The Disability Rights Education and Defense Fund in Berkeley, Calif.,

receives calls from parents across the country who complain about time-out

rooms, said Cheryl Theis, an education advocate for the organization.

"Parents call and say their child's disability has been exacerbated by

this and are traumatized by this," she said. Merrell said he's encountered

time-out rooms he felt were unsafe. "I once consulted with a school in

another state and had a weekly appointment with a child to do some counseling

and when I got there they told me he was in a time-out room," he said.
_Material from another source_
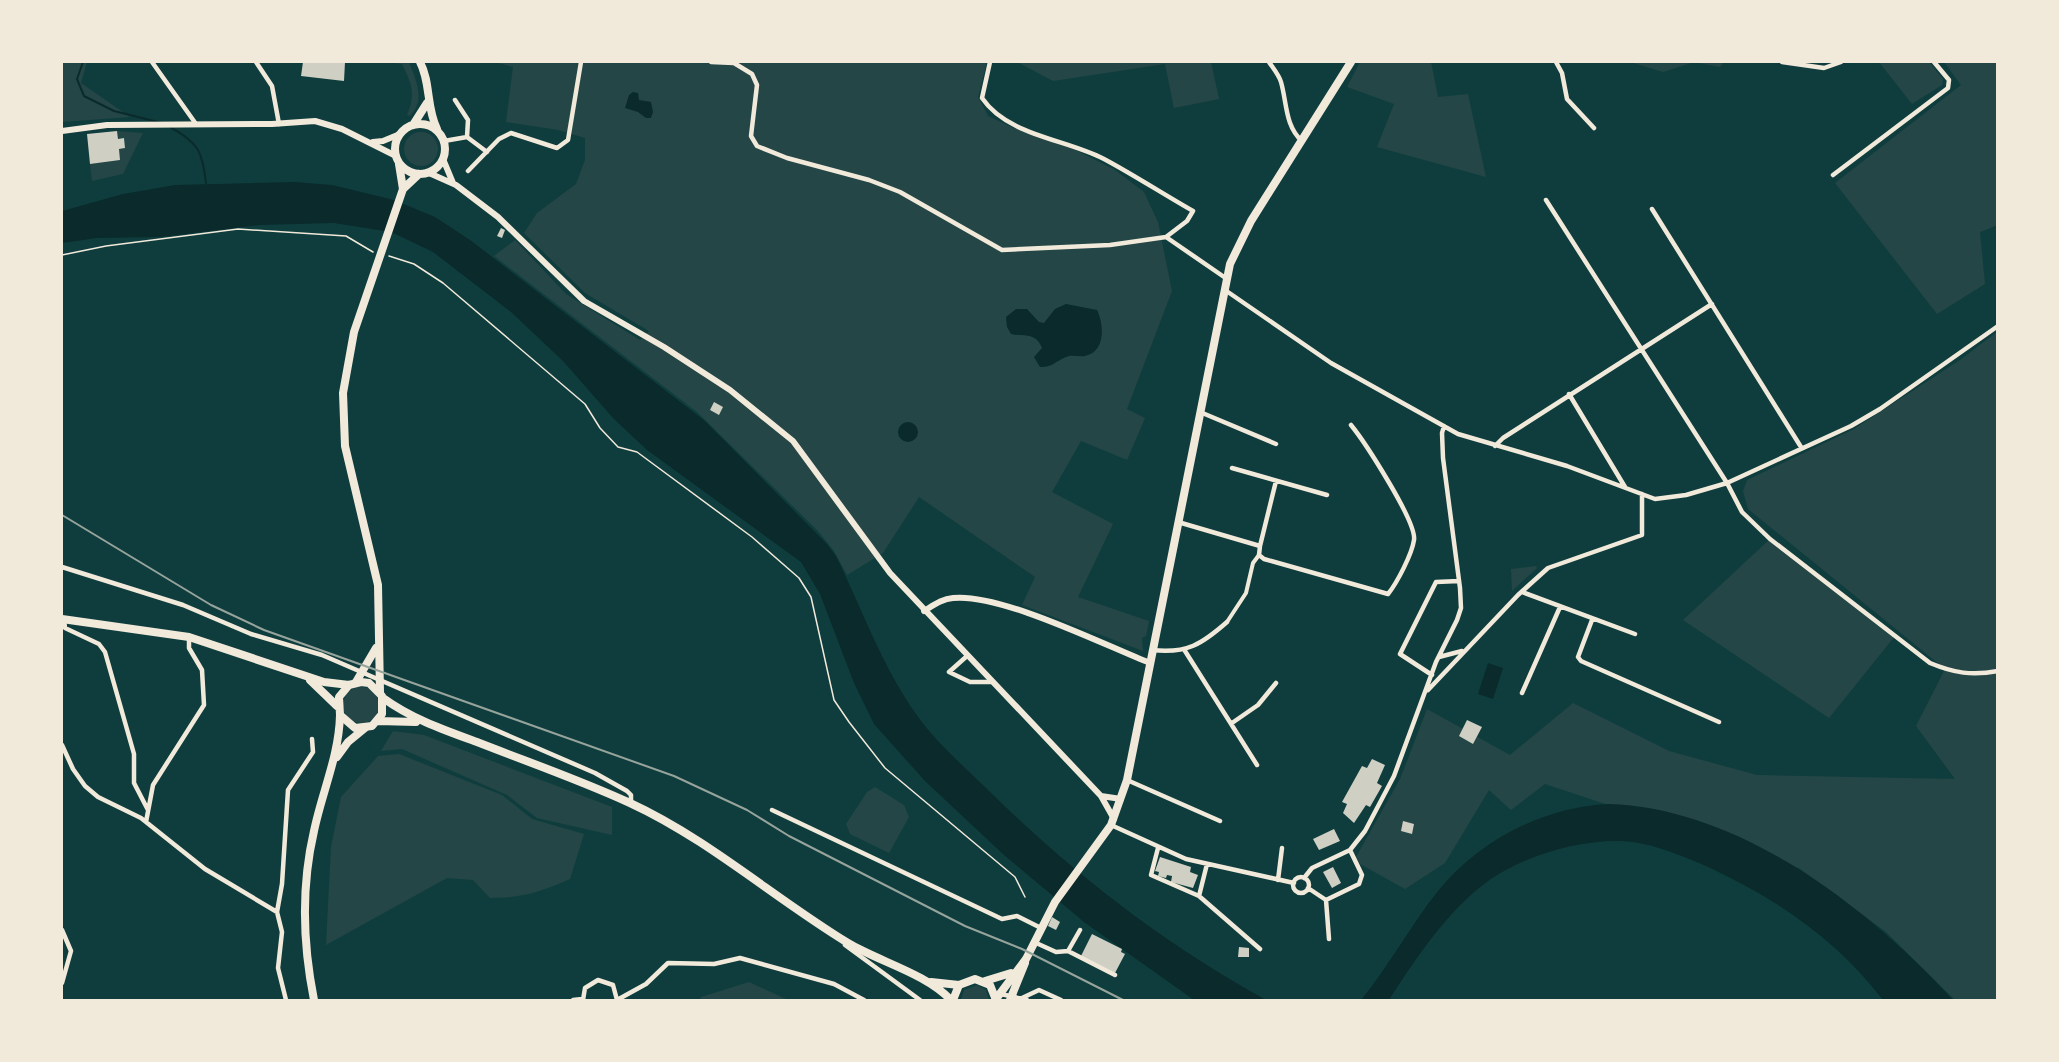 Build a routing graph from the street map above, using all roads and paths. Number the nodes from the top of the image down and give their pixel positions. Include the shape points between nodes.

"He was in a janitor's closet with no windows, no ventilation, open cans

of paint, a mop bucket with disinfectant and he had been in there for over an

hour." Merrell, who has published nearly 100 studies and 10 books

on teaching social and emotional skills, said time-out rooms can be used

effectively but seldom are. The key, he said, is to combine the time outs with

social skills training. Patti Ralabate, a special education analyst with the

National Education Association, said time-out rooms are common but should be

used sparingly. "And when they are used, all of the educators involved

need to have appropriate professional development to see how this is used and

how to use them appropriately," she said. Ralabate said a time-out room

can be effective if it is intended to provide a space for a child to calm down

and reflect on their behavior. "If it is used to isolate the child, punish

the child for a behavior, then we would view it as not productive and not

positive," she said.

In Iowa, Doug and

Eva Loeffler started to notice changes in their daughter in December 2004, soon

after she began school in the Des

Moines suburb of Waukee. It prompted them to take

Isabel to University Hospitals and Clinics in Iowa City for evaluations. "We laid

awake at nights thinking we'd have to institutionalize her," Doug Loeffler

said. "We went to three evaluations at the hospital and all of a sudden we

find out she's being mistreated." Loeffler said they weren't told in

school evaluation reports that their daughter had been restrained and placed in

a time-out room. During one incident in December 2005, Isabel wet herself because

she was locked in the room for three hours and not allowed to use a restroom,

he said. Loeffler said the time-out room rules required that before she could

be released, she must sit on the floor with her legs crossed without moving a

muscle for at least five minutes. "If she said something, grimaced at

them, they would restart the clock and she was not capable of doing that,"

Loeffler said. "That's why it was three hours." Loeffler said

the couple homeschooled Isabel until he took a new job and the family moved

last year to California.

Isabel has shown signs of progress and is back in public school, he said.

Wilkerson, superintendent of the Waukee school district, declined to speak

about the accusations because of the pending lawsuit. But he said time-out

rooms are a "pretty common practice" and that the district complies

with the state's guidelines for such rooms. Loeffler

said he is pressing ahead with the lawsuit and hopes to draw attention to the

need for nationwide standards for time-out rooms.